*About this exercise*: All lines with the word "Drive" must be pulled from the entries below.

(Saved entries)
▼
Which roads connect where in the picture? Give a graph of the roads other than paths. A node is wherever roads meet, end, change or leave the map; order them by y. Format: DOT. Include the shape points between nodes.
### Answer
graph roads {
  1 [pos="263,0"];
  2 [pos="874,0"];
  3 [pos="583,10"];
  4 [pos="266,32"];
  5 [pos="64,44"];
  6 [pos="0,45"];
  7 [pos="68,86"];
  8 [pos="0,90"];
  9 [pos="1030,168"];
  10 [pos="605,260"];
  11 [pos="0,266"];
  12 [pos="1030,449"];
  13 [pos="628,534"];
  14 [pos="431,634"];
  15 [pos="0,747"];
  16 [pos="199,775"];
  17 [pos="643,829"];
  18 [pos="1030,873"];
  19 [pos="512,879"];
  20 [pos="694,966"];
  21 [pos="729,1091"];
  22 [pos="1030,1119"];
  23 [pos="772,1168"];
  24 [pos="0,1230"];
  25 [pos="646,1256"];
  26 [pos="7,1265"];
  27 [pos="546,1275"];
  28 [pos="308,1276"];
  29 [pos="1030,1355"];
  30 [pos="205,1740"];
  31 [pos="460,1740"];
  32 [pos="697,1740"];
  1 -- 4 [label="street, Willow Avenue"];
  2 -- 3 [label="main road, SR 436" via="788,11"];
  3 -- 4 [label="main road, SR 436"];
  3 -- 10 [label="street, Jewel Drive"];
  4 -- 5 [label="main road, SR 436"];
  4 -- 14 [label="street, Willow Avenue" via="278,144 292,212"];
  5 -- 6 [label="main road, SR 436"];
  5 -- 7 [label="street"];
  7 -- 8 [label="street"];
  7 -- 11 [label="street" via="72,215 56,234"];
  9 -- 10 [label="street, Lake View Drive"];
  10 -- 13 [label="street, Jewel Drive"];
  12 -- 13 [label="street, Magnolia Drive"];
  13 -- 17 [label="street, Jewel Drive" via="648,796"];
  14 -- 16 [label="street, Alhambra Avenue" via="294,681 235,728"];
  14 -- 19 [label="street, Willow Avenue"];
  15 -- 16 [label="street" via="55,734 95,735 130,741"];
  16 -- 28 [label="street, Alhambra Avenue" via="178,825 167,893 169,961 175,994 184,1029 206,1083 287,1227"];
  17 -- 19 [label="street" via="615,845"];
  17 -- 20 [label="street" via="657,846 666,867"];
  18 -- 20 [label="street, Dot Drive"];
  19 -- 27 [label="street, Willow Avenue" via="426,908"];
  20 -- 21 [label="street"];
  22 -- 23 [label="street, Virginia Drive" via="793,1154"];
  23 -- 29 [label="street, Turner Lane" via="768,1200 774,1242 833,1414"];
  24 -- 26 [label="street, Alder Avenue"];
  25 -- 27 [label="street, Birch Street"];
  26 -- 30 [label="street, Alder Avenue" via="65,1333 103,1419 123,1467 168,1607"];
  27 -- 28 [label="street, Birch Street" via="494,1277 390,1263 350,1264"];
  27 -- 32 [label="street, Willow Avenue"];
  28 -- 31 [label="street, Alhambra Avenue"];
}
▲
*Written answer*:
  3 -- 10 [label="street, Jewel Drive"];
  9 -- 10 [label="street, Lake View Drive"];
  10 -- 13 [label="street, Jewel Drive"];
  12 -- 13 [label="street, Magnolia Drive"];
  13 -- 17 [label="street, Jewel Drive" via="648,796"];
  18 -- 20 [label="street, Dot Drive"];
  22 -- 23 [label="street, Virginia Drive" via="793,1154"];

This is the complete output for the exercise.